Gray v. State

274 S.E.2d 115 | Ga. Ct. App. | 1980

156 Ga. App. 117 (1980)
274 S.E.2d 115

GRAY
v.
THE STATE.

60322.

Court of Appeals of Georgia.

Submitted July 8, 1980.
Decided October 16, 1980.

David E. Perry, for appellant.

David Roy Hege, Solicitor, for appellee.

SOGNIER, Judge.

James Gray, Jr. was accused of speeding, improper passing and attempting to elude a police officer. The state's case was based entirely upon the testimony of Georgia State Patrol Trooper Gary Vowell. Vowell testified that while on routine patrol he encountered Gray's automobile which appeared to be speeding, clocked it on his radar at 71 m.p.h. and verified the speed on his speedometer while giving chase. When Vowell turned on his siren and blue light and attempted to stop Gray, he speeded up and passed a tractor-trailer rig on a double yellow line.
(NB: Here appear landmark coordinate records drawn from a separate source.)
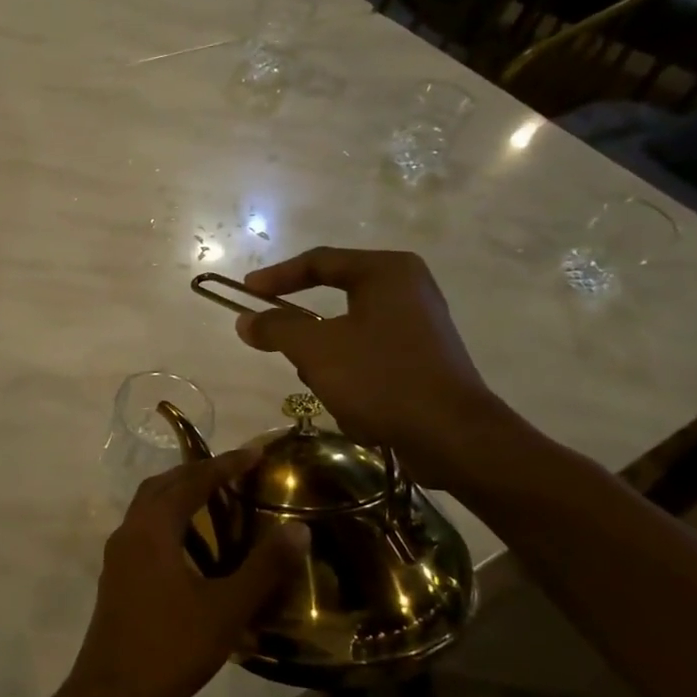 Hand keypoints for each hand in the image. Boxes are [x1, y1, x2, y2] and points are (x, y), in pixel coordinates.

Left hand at [63, 449, 308, 696]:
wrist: (113, 694)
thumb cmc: (172, 647)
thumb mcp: (226, 609)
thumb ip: (263, 567)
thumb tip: (299, 529)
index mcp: (153, 529)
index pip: (191, 481)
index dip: (225, 464)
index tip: (255, 453)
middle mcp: (129, 531)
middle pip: (163, 485)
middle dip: (198, 473)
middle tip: (236, 473)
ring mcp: (118, 555)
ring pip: (148, 508)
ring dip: (180, 496)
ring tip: (218, 503)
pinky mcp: (116, 576)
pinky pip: (144, 531)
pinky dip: (169, 522)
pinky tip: (193, 548)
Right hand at [232, 247, 509, 487]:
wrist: (452, 436)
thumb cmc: (380, 377)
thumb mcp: (315, 349)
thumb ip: (276, 328)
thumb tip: (245, 321)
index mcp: (386, 272)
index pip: (319, 261)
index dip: (277, 276)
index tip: (245, 292)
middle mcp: (408, 289)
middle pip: (335, 298)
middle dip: (306, 331)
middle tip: (276, 343)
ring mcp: (420, 325)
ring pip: (349, 334)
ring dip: (329, 362)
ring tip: (326, 388)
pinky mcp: (424, 360)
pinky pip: (371, 359)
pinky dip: (354, 379)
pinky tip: (356, 408)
Vowell continued pursuit until Gray turned into his own driveway, exited his car, "and in a hurridly [sic] pace went toward his house and when he got under the carport, he turned and made the statement that `I'm home now,' that `You can't mess with me now.'" Vowell also testified at some length on both direct and cross-examination about the type of speed detection device in his patrol car, his training, certification and experience in operating this equipment and the fact that he had checked the calibration of this unit some 40 minutes prior to encountering Gray.

Appellant was the sole witness for the defense. He testified that on the day in question he had left his house only once to go to the *118 grocery store and a service station to get gas for his mower; he had been home only 10 or 15 minutes and was washing his truck when Vowell pulled in the driveway and turned on the siren. When Gray turned off the water and walked toward the house, Trooper Vowell "stopped and jumped out of the car and said, `Come here, boy.'" Gray went inside and Vowell left. About 15 minutes later Gray's father arrived and advised Gray to turn himself in, which he did.
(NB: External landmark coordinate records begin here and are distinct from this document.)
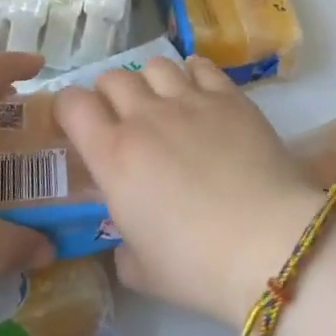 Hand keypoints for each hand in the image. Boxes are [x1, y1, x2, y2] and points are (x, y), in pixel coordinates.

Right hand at [54, 56, 323, 331]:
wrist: (267, 243)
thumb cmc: (196, 265)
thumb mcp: (142, 271)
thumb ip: (124, 246)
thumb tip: (128, 238)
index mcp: (114, 156)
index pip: (73, 105)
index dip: (68, 108)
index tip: (75, 123)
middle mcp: (145, 117)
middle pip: (113, 78)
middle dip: (108, 93)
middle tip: (120, 117)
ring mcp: (190, 100)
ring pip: (155, 65)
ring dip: (149, 81)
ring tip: (162, 101)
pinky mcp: (229, 96)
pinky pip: (200, 65)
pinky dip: (192, 73)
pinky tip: (198, 92) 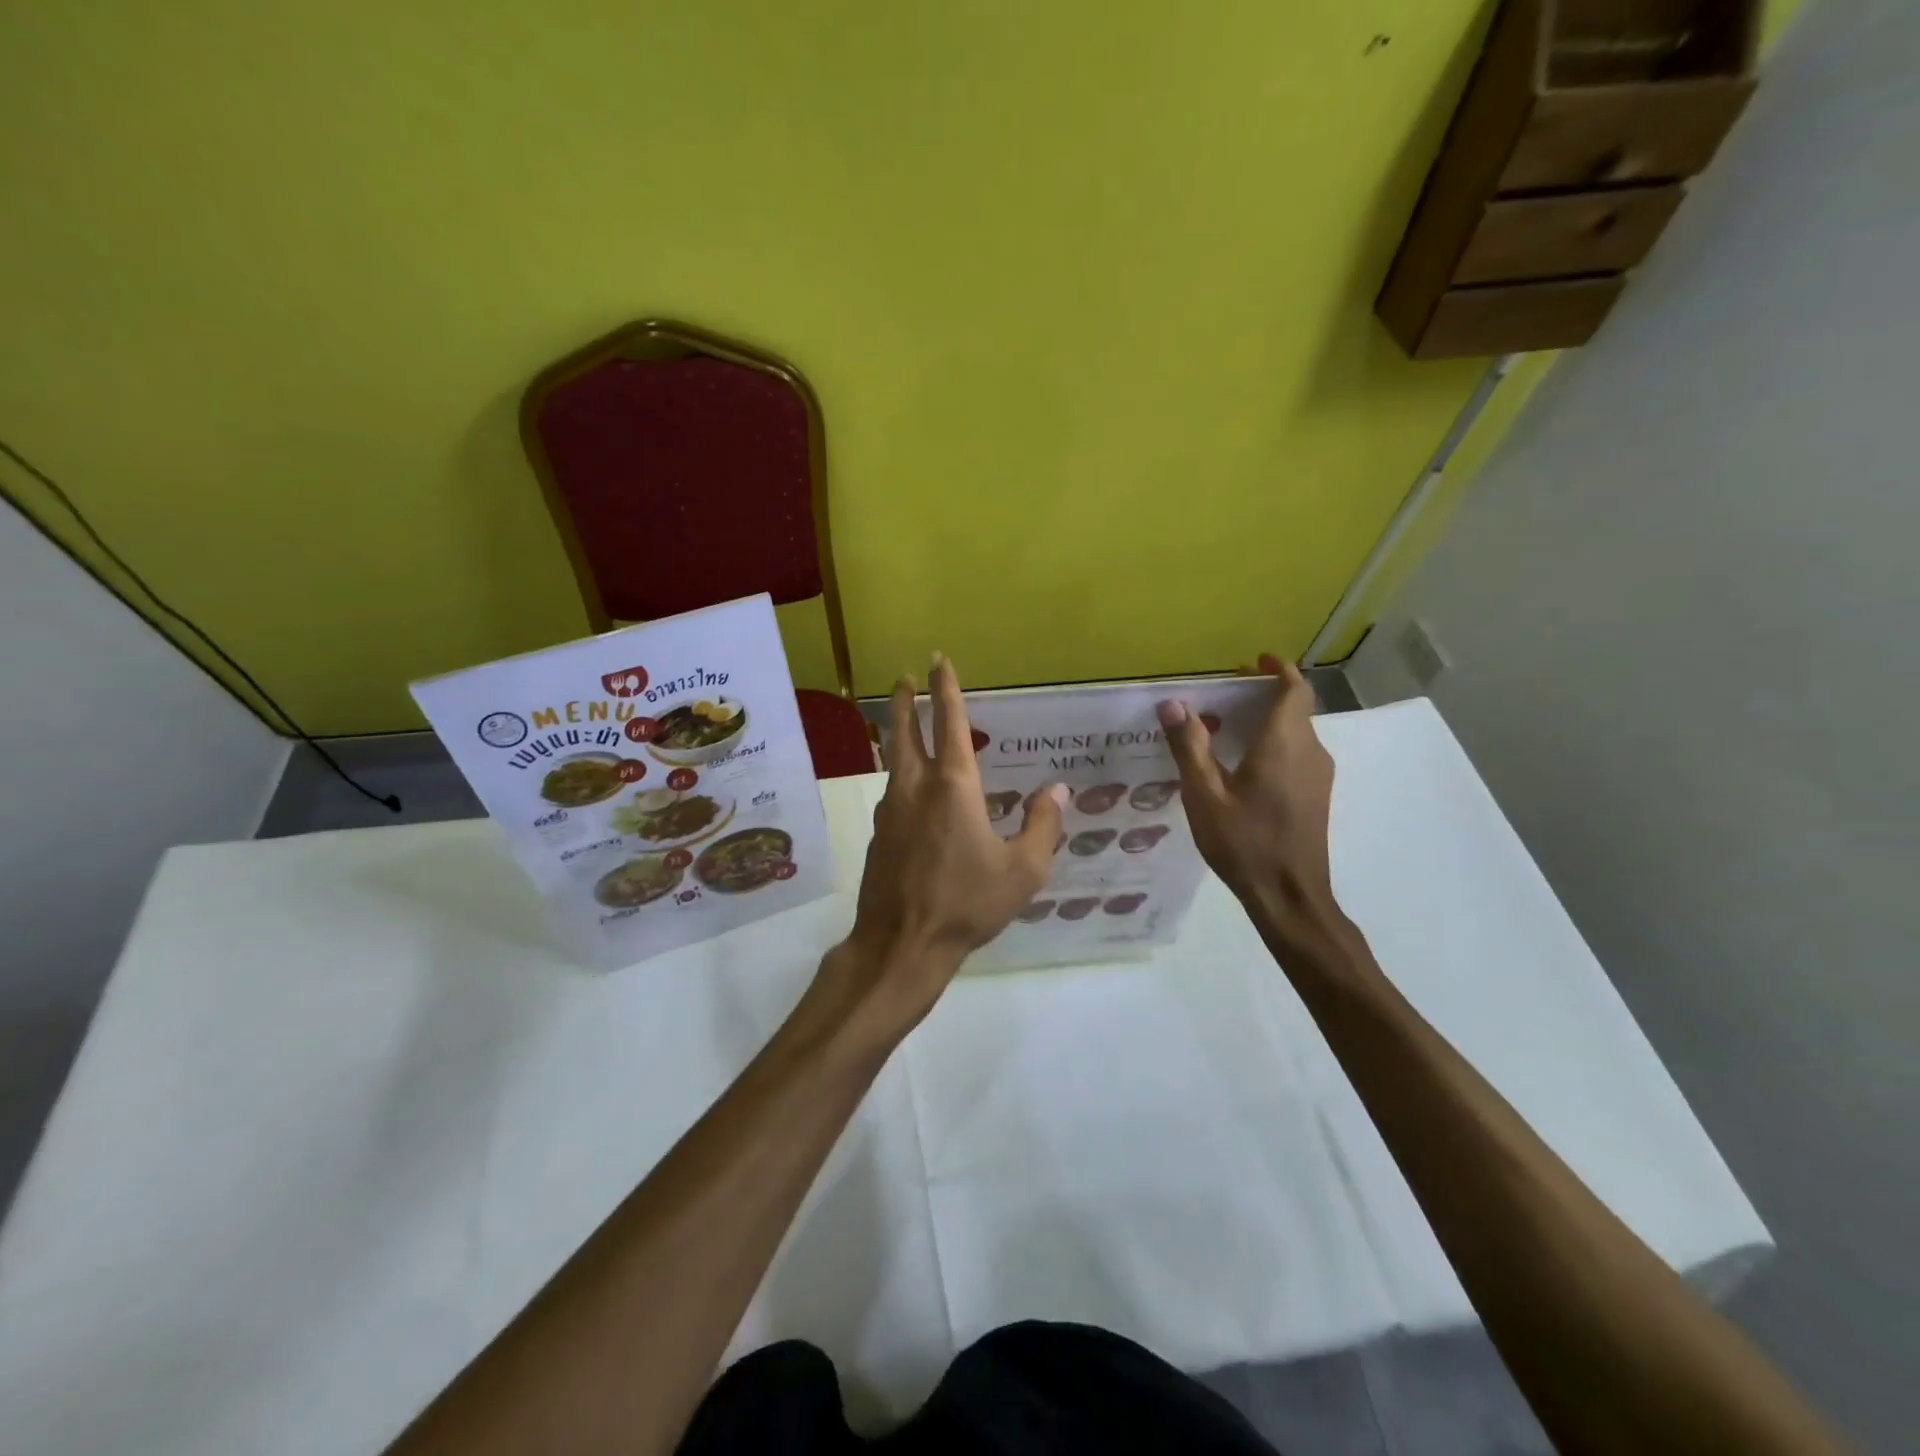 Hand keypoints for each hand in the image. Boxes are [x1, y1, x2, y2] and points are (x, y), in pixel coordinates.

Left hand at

The jury returned verdicts of guilty on all three accusations; however, the jury was polled and one juror responded that his verdict had been not guilty of eluding a police officer, and a mistrial was declared as to that charge. The solicitor introduced a certified copy of Gray's driver's record on file with the Department of Public Safety, which disclosed some 12 citations and convictions or bond forfeitures for moving violations since 1969 and a license suspension in 1977. Gray was sentenced to serve 12 months on both convictions, which were probated to 10 days in jail and a $100 fine on the improper passing charge, and 30 days in jail and a $150 fine, plus suspension of his driver's license, for speeding. Gray appeals and we affirm.

1. Appellant contends the state failed to introduce evidence to show that the speed detection device used by Vowell had been licensed and certified prior to being placed in service as required by Code Ann. § 68-2101 (b), and in the trial court's refusal to so charge. Appellant contends that his counsel was first made aware of the trial court's refusal to give this requested charge immediately prior to closing argument and thus was unable to argue the "compliance failure" to the jury or to "educate" the jury as to the law relating to the case. However, appellant did not raise these issues at trial and made no objection to the charge given by the court and it is well-settled that this court will not consider questions raised for the first time on review. Sanders v. State, 134 Ga. App. 825, 826 (216 SE2d 371) (1975).

2. Appellant next contends the evidence is not sufficient to support the verdict. However, based on the evidence set forth above, we find that a rational trier of fact could find from the evidence adduced at trial proof of defendant's guilt beyond a reasonable doubt. Fisher v. State, 151 Ga. App. 93 (258 SE2d 920) (1979).

3. Appellant contends it was error for the trial court to deny his motion for a mistrial on all three counts after one juror, when polled, stated he had voted "Not guilty" as to eluding a police officer, one of three counts of the indictment. The trial court granted the motion for mistrial as to eluding a police officer, but denied it on the other two charges. The remaining jurors all agreed that they had returned guilty verdicts against Gray for speeding and improper passing. Gray contends that the first juror's actions made it apparent that the entire *119 jury did not understand the necessity of a unanimous verdict, thereby requiring a mistrial as to all charges. We do not agree.

The judge called each juror individually by name and asked if the speeding and improper passing verdicts of guilty were his or her verdicts at the time they were made, and if they were now their verdicts. This met the minimum requirements of a defendant's right to a poll, and established that the guilty verdicts were unanimous, with no indication of any misunderstanding or confusion on the part of any juror. Freeman v. State, 148 Ga. App. 370 (3) (251 SE2d 389) (1978); Burnett v. State, 240 Ga. 681, 688 (11) (242 SE2d 79) (1978). Thus, there was no reason to grant a mistrial as to the charges of speeding and improper passing. Appellant cites nothing to support his contention, and this court cannot consider factual representations in a brief which do not appear in the record. Konscol v. Konscol, 151 Ga. App. 696 (261 SE2d 438) (1979).

4. Appellant argues that because he was sentenced to higher fines than the amounts posted in the sheriff's office of Tift County for speeding and improper passing, in addition to the sentences to confinement, he was penalized for seeking a jury trial by what constituted cruel and unusual punishment. Gray was charged with violations of state laws (Code Ann. §§ 68A-306 and 68A-802) which are misdemeanors. Code Ann. § 68A-102; Diamond v. State, 151 Ga. App. 690 (1) (261 SE2d 434) (1979). The sentences were within the allowable limits of misdemeanor punishment set forth in Code Ann. § 27-2506, and "`[i]t cannot be said that defendants found guilty by a jury are "penalized" for exercising the right to a jury trial any more than defendants who plead guilty are penalized because they give up the chance of acquittal at trial. In each instance, the defendant faces a multitude of possible outcomes and freely makes his choice. Equal protection does not free those who made a bad assessment of risks or a bad choice from the consequences of their decision.' [Cit.]" Thompson v. State, 154 Ga. App. 704, 709 (5) (269 SE2d 474) (1980).

Judgment affirmed. Deen, C. J., and Birdsong, J., concur.